Assignment:
Every entry needs to be written out again exactly, with its pictures removed.

Saved data entries:
[Start of section]
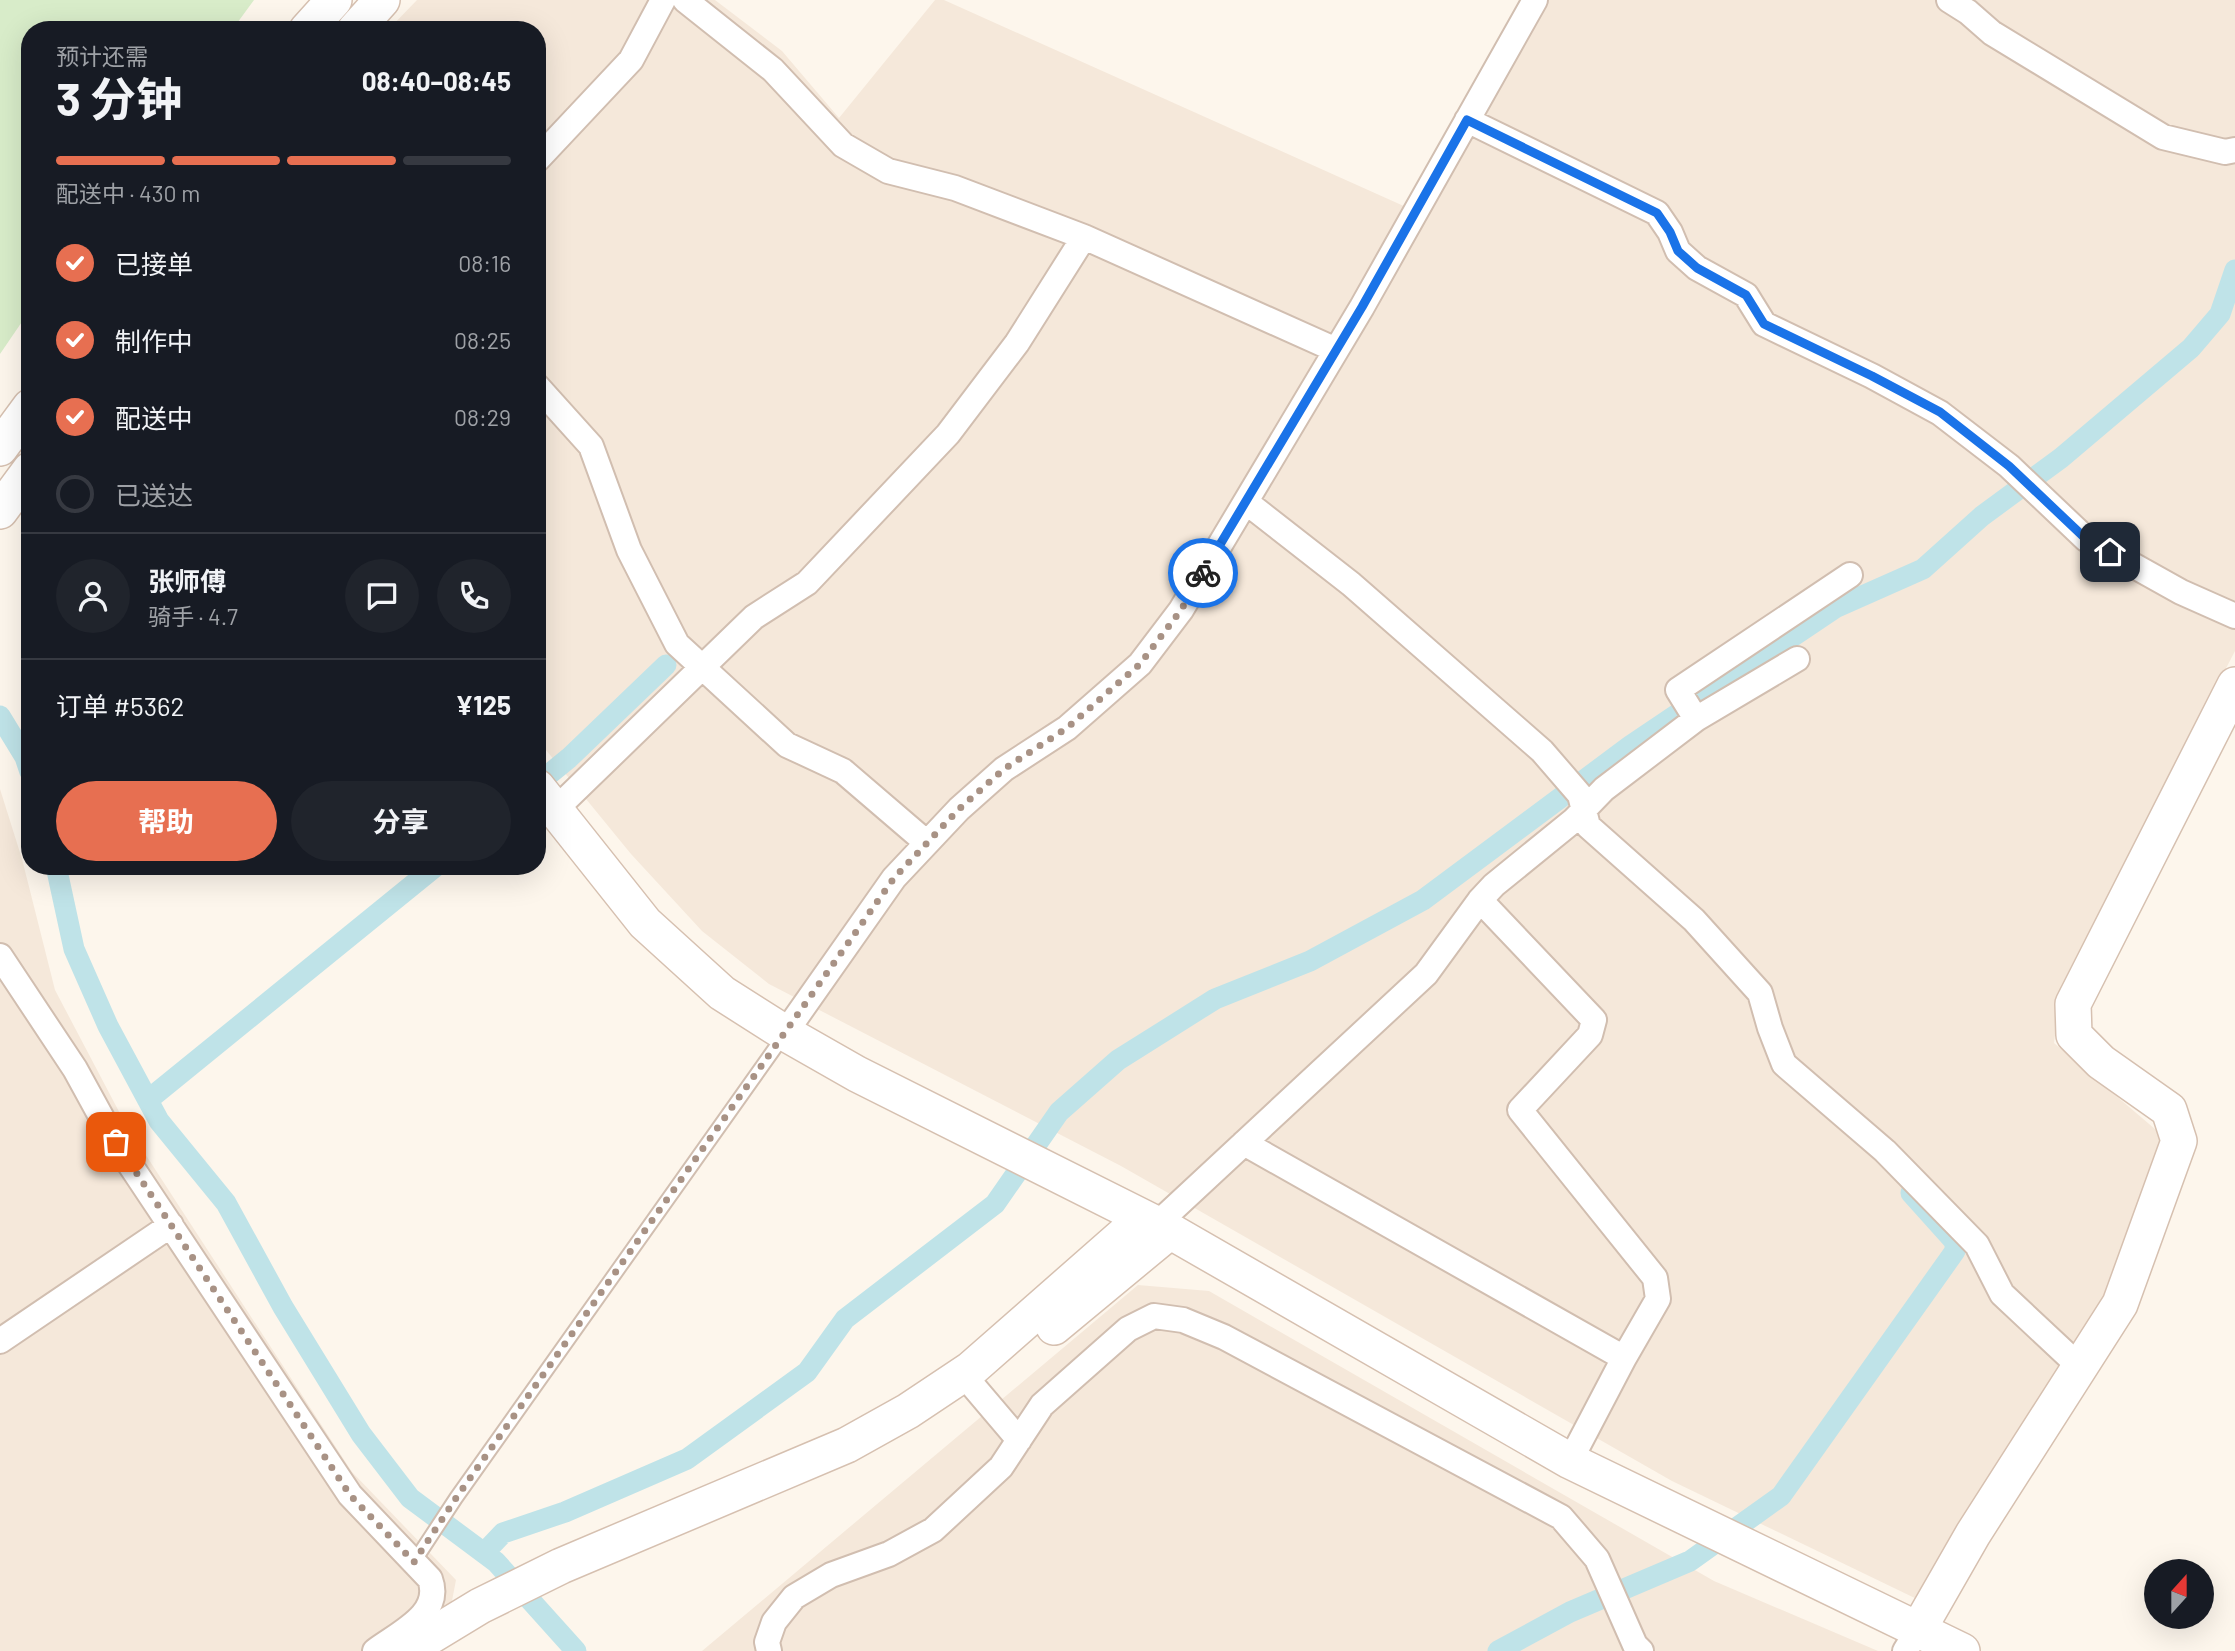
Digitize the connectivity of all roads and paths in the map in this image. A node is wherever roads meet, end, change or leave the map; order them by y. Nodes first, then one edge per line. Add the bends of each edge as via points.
1 (334, 0) edge
2 (382, 0) edge
3 (663, 0) edge
4 (685, 0) edge
5 (1535, 0) edge
6 (1950, 0) edge
7 (315, 21) edge
8 (363, 21) edge
9 (1467, 120) junction
10 (546, 150) edge
11 (2235, 150) edge
12 (1084, 237) junction
13 (1336, 350) junction
14 (546, 396) edge
15 (21, 419) edge
16 (0, 448) edge
17 (21, 482) edge
18 (1246, 502) junction
19 (0, 511) edge
20 (1850, 575) dead end
21 (2235, 616) edge
22 (1797, 659) dead end
23 (703, 668) junction
24 (2235, 685) edge
25 (1696, 718) junction
26 (549, 802) edge
27 (1582, 802) junction
28 (927, 843) junction
29 (1480, 900) junction
30 (0, 956) edge
31 (785, 1033) junction
32 (1244, 1143) junction
33 (1156, 1224) junction
34 (171, 1225) junction
35 (0, 1341) edge
36 (1624, 1358) junction
37 (2080, 1367) junction
38 (974, 1387) junction
39 (1018, 1440) junction
40 (1570, 1461) junction
41 (417, 1557) junction
42 (567, 1573) junction
43 (484, 1615) junction
44 (1911, 1641) edge
45 (1636, 1643) edge
46 (375, 1651) edge
47 (406, 1651) edge
48 (441, 1651) edge
49 (769, 1651) edge
50 (1962, 1651) edge

1 - 7 street
2 - 8 street
3 - 10 street via 631,60
4 - 12 street via 773,70 843,145 888,172 955,188
5 - 9 street
6 - 11 street via 1992,33 2163,137 2225,152
9 - 13 street
9 - 21 street via 1657,213 1678,251 1697,268 1746,295 1764,324 1940,412 2009,466 2086,539
12 - 13 street
12 - 23 street via 1017,343 947,434 807,583 754,617
13 - 18 street
14 - 23 street via 591,446 654,603 677,644
15 - 16 street
17 - 19 street
18 - 27 street via 1351,584 1542,751
18 - 28 street via 1181,610 1140,664 1067,728 1004,769
20 - 25 street via 1678,690
22 - 25 street
23 - 26 street
23 - 28 street via 787,745 844,771
24 - 37 street via 2073,1004 2074,1035 2101,1062 2169,1110 2179,1141 2120,1304
25 - 27 street
26 - 31 street via 645,923 722,993
27 - 29 street
27 - 37 street via 1588,827 1694,920 1760,993 1784,1064 1885,1151 1977,1245 2002,1294
28 - 31 street via 894,878
29 - 32 street via 1426,974
29 - 36 street via 1594,1020 1590,1035 1520,1110 1655,1278 1658,1299
30 - 34 street
31 - 33 street
31 - 41 lane
32 - 33 street
32 - 36 street
33 - 38 street via 1018,1356
33 - 40 street
33 - 42 street via 971,1369 908,1411 847,1445
34 - 35 street
34 - 41 street via 350,1495
36 - 40 street
37 - 44 street
38 - 39 street
38 - 42 street via 860,1458 776,1496
39 - 45 street via 1042,1405 1128,1329 1154,1317 1183,1320 1224,1337 1561,1517 1597,1559
39 - 49 street via 1001,1466 933,1530 889,1554 831,1575 794,1597 774,1622 767,1642
40 - 44 street via 1770,1558
41 - 46 street via 434,1590 432,1604
42 - 43 street
43 - 47 street
43 - 48 street
44 - 50 street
[End of section]
Response:
Digitize the connectivity of all roads and paths in the map in this image. A node is wherever roads meet, end, change or leave the map; order them by y. Nodes first, then one edge per line. Add the bends of each edge as via points.
1 (334, 0) edge
2 (382, 0) edge
3 (663, 0) edge
4 (685, 0) edge
5 (1535, 0) edge
6 (1950, 0) edge
7 (315, 21) edge
8 (363, 21) edge
9 (1467, 120) junction
10 (546, 150) edge
11 (2235, 150) edge
12 (1084, 237) junction
13 (1336, 350) junction
14 (546, 396) edge
15 (21, 419) edge
16 (0, 448) edge
17 (21, 482) edge
18 (1246, 502) junction
19 (0, 511) edge
20 (1850, 575) dead end
21 (2235, 616) edge
22 (1797, 659) dead end
23 (703, 668) junction
24 (2235, 685) edge
25 (1696, 718) junction
26 (549, 802) edge
27 (1582, 802) junction
28 (927, 843) junction
29 (1480, 900) junction
30 (0, 956) edge
31 (785, 1033) junction
32 (1244, 1143) junction
33 (1156, 1224) junction
34 (171, 1225) junction
35 (0, 1341) edge
36 (1624, 1358) junction
37 (2080, 1367) junction
38 (974, 1387) junction
39 (1018, 1440) junction
40 (1570, 1461) junction
41 (417, 1557) junction
42 (567, 1573) junction
43 (484, 1615) junction
44 (1911, 1641) edge
45 (1636, 1643) edge
46 (375, 1651) edge
47 (406, 1651) edge
48 (441, 1651) edge
49 (769, 1651) edge
50 (1962, 1651) edge

1 - 7 street
2 - 8 street
3 - 10 street via 631,60
4 - 12 street via 773,70 843,145 888,172 955,188
5 - 9 street
6 - 11 street via 1992,33 2163,137 2225,152
9 - 13 street
9 - 21 street via 1657,213 1678,251 1697,268 1746,295 1764,324 1940,412 2009,466 2086,539
12 - 13 street
12 - 23 street via 1017,343 947,434 807,583 754,617
13 - 18 street
14 - 23 street via 591,446 654,603 677,644
15 - 16 street
17 - 19 street
18 - 27 street via 1351,584 1542,751
18 - 28 street via 1181,610 1140,664 1067,728 1004,769
20 - 25 street via 1678,690
22 - 25 street
23 - 26 street
23 - 28 street via 787,745 844,771
24 - 37 street via 2073,1004 2074,1035 2101,1062 2169,1110 2179,1141 2120,1304
25 - 27 street
26 - 31 street via 645,923 722,993
27 - 29 street
27 - 37 street via 1588,827 1694,920 1760,993 1784,1064 1885,1151 1977,1245 2002,1294
28 - 31 street via 894,878
29 - 32 street via 1426,974
29 - 36 street via 1594,1020 1590,1035 1520,1110 1655,1278 1658,1299
30 - 34 street
31 - 33 street
31 - 41 lane
32 - 33 street
32 - 36 street
33 - 38 street via 1018,1356
33 - 40 street
33 - 42 street via 971,1369 908,1411 847,1445
34 - 35 street
34 - 41 street via 350,1495
36 - 40 street
37 - 44 street
38 - 39 street
38 - 42 street via 860,1458 776,1496
39 - 45 street via 1042,1405 1128,1329 1154,1317 1183,1320 1224,1337 1561,1517 1597,1559
39 - 49 street via 1001,1466 933,1530 889,1554 831,1575 794,1597 774,1622 767,1642
40 - 44 street via 1770,1558
41 - 46 street via 434,1590 432,1604
42 - 43 street
43 - 47 street
43 - 48 street
44 - 50 street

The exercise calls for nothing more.